Work instruction:
Without including the pictures, copy each line below exactly as it reads.

[Stored entries]
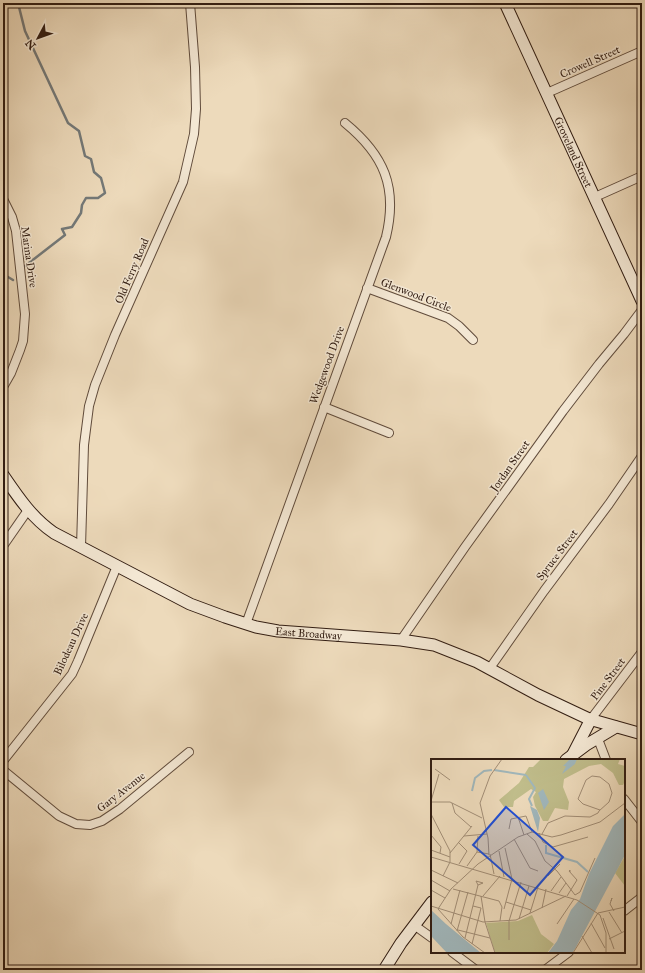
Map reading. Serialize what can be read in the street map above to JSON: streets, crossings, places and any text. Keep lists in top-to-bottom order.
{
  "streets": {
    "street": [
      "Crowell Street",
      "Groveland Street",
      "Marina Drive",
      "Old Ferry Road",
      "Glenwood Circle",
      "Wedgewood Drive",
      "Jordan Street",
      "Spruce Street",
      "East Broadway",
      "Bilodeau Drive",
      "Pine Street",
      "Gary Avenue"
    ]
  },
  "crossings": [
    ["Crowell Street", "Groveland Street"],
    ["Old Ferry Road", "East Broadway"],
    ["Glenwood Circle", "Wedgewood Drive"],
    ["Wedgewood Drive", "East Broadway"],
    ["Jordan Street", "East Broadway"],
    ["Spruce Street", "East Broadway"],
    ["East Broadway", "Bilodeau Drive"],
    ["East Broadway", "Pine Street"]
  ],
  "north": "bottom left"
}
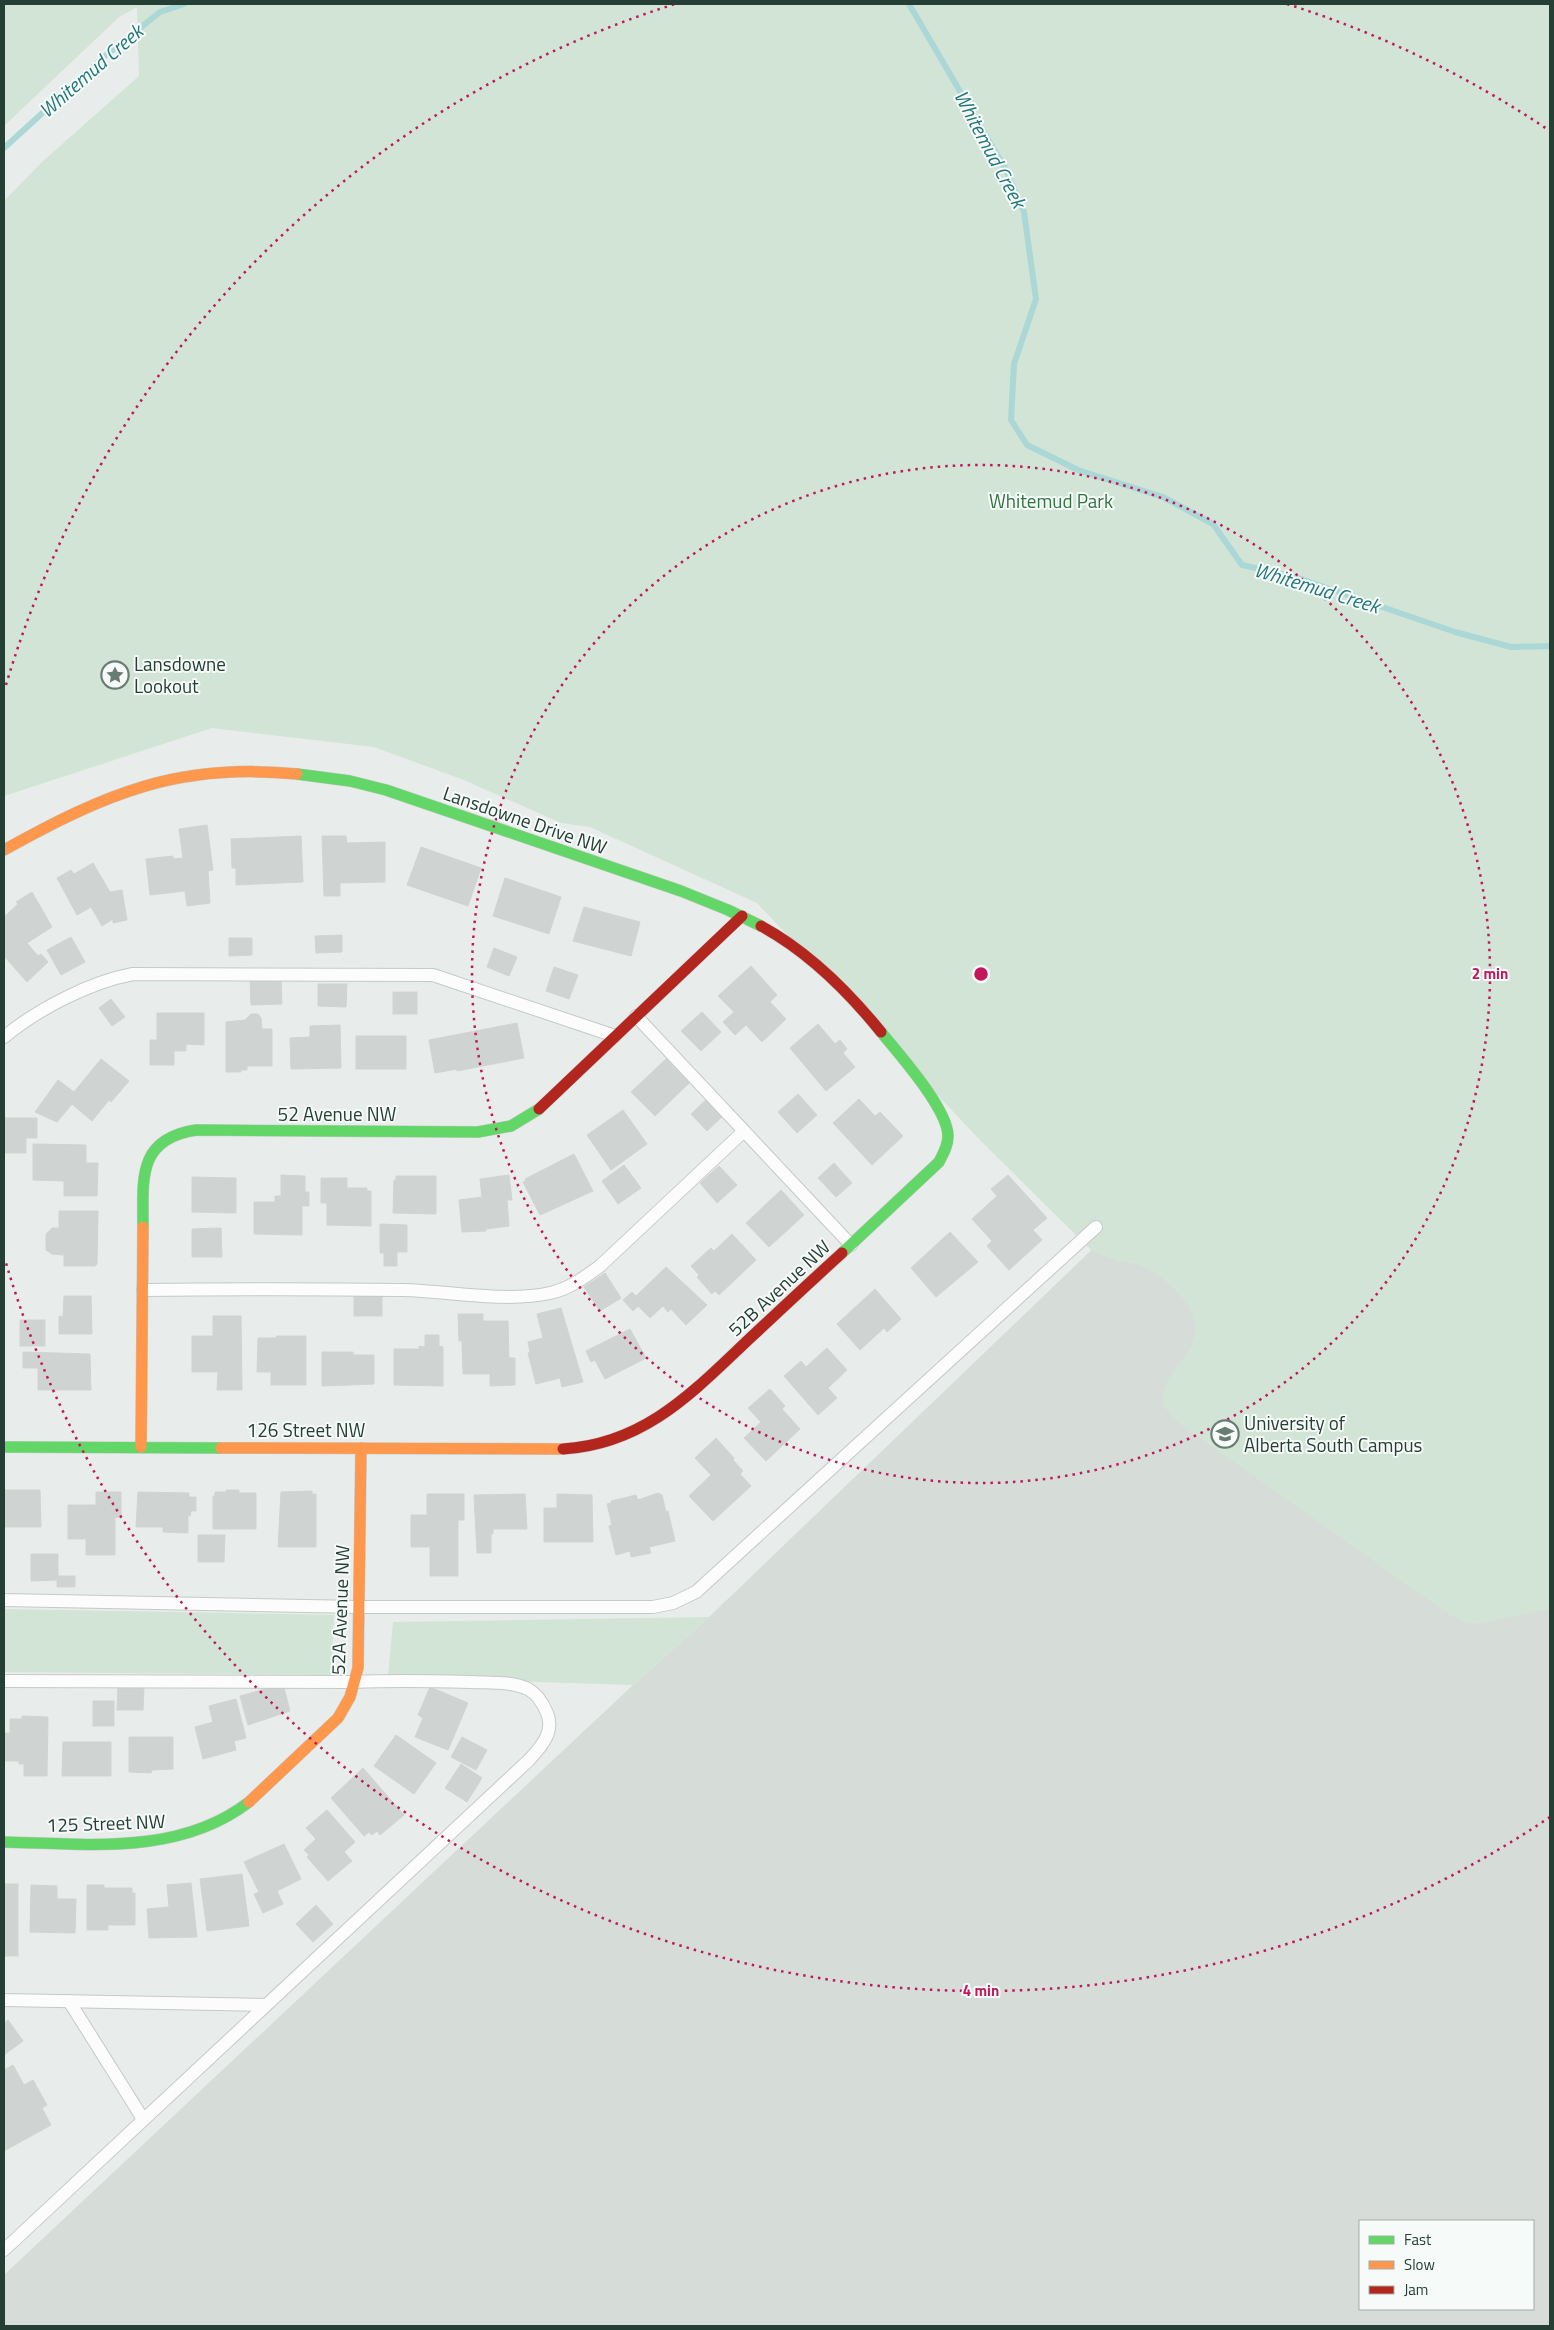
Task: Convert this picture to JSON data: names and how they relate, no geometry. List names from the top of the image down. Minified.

Result for this task:
Map reading. Serialize what can be read in the street map above to JSON: streets, crossings, places and any text. Keep lists in top-to-bottom order.
{
  "streets": {
    "street": [
      "Crowell Street",
      "Groveland Street",
      "Marina Drive",
      "Old Ferry Road",
      "Glenwood Circle",
      "Wedgewood Drive",
      "Jordan Street",
      "Spruce Street",
      "East Broadway",
      "Bilodeau Drive",
      "Pine Street",
      "Gary Avenue"
    ]
  },
  "crossings": [
    ["Crowell Street", "Groveland Street"],
    ["Old Ferry Road", "East Broadway"],
    ["Glenwood Circle", "Wedgewood Drive"],
    ["Wedgewood Drive", "East Broadway"],
    ["Jordan Street", "East Broadway"],
    ["Spruce Street", "East Broadway"],
    ["East Broadway", "Bilodeau Drive"],
    ["East Broadway", "Pine Street"]
  ],
  "north": "bottom left"
}
Task: Convert this picture to JSON data: names and how they relate, no geometry. List names from the top of the image down. Minified.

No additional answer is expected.